Vertically oriented low-dimensional perovskites for high-efficiency wide band gap perovskite solar cells

             This Paper of the Day discusses the development of vertically oriented low-dimensional perovskites (LDPs) with a wide band gap of around 2 eV, which can be effectively integrated into high-efficiency perovskite solar cells (PSCs). The key findings are the addition of chlorine (Cl) to the precursor solution induces a switch in the crystal orientation of the LDP thin films, from a horizontal to a vertical alignment of the inorganic layers. This vertical alignment is critical for efficient charge transport and extraction in the solar cell device Computational modelling reveals that Cl partially substitutes iodide (I) in the equatorial position of the perovskite octahedra, creating a strain that leads to the elongation of the unit cell along the vertical axis and triggers the vertical crystallization.

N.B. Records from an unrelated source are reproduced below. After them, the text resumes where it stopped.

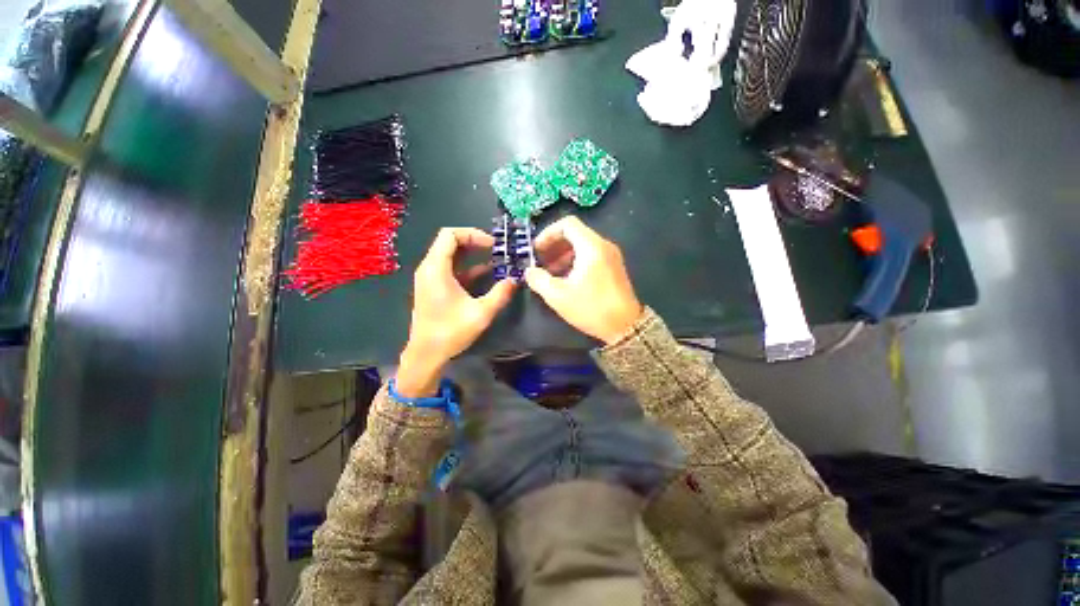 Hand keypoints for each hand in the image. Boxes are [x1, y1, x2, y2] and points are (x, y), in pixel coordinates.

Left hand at [398, 228, 516, 396]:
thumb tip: (515, 280)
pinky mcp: (432, 287)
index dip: (472, 234)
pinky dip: (466, 267)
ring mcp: (429, 278)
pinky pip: (449, 268)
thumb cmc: (451, 332)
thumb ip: (500, 294)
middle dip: (474, 242)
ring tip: (494, 259)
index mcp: (436, 269)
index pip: (450, 235)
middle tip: (495, 250)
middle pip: (449, 242)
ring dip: (471, 255)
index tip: (492, 245)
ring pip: (449, 255)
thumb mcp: (481, 313)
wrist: (426, 354)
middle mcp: (429, 268)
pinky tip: (485, 274)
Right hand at [524, 216, 643, 344]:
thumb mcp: (558, 296)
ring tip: (550, 273)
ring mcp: (611, 256)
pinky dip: (575, 261)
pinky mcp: (613, 267)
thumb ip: (538, 279)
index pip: (567, 224)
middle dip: (554, 246)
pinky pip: (591, 256)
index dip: (547, 234)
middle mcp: (603, 245)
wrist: (626, 327)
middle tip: (540, 262)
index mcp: (591, 246)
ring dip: (563, 255)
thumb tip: (529, 271)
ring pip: (582, 245)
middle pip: (574, 234)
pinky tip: (566, 279)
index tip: (536, 250)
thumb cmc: (591, 308)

When integrated into a solar cell device, the vertical orientation of the LDP active layer is preserved, enabling a champion power conversion efficiency of 9.4% - the highest reported for a 2-eV band gap LDP-based PSC. The vertically oriented LDP solar cells also demonstrate excellent operational stability, with 80% of the initial efficiency retained after 150 hours under continuous illumination. The concept is further validated in semi-transparent devices, showing high average visible transmittance of 31%, highlighting the potential of low-n LDPs for building-integrated photovoltaics and indoor energy harvesting applications.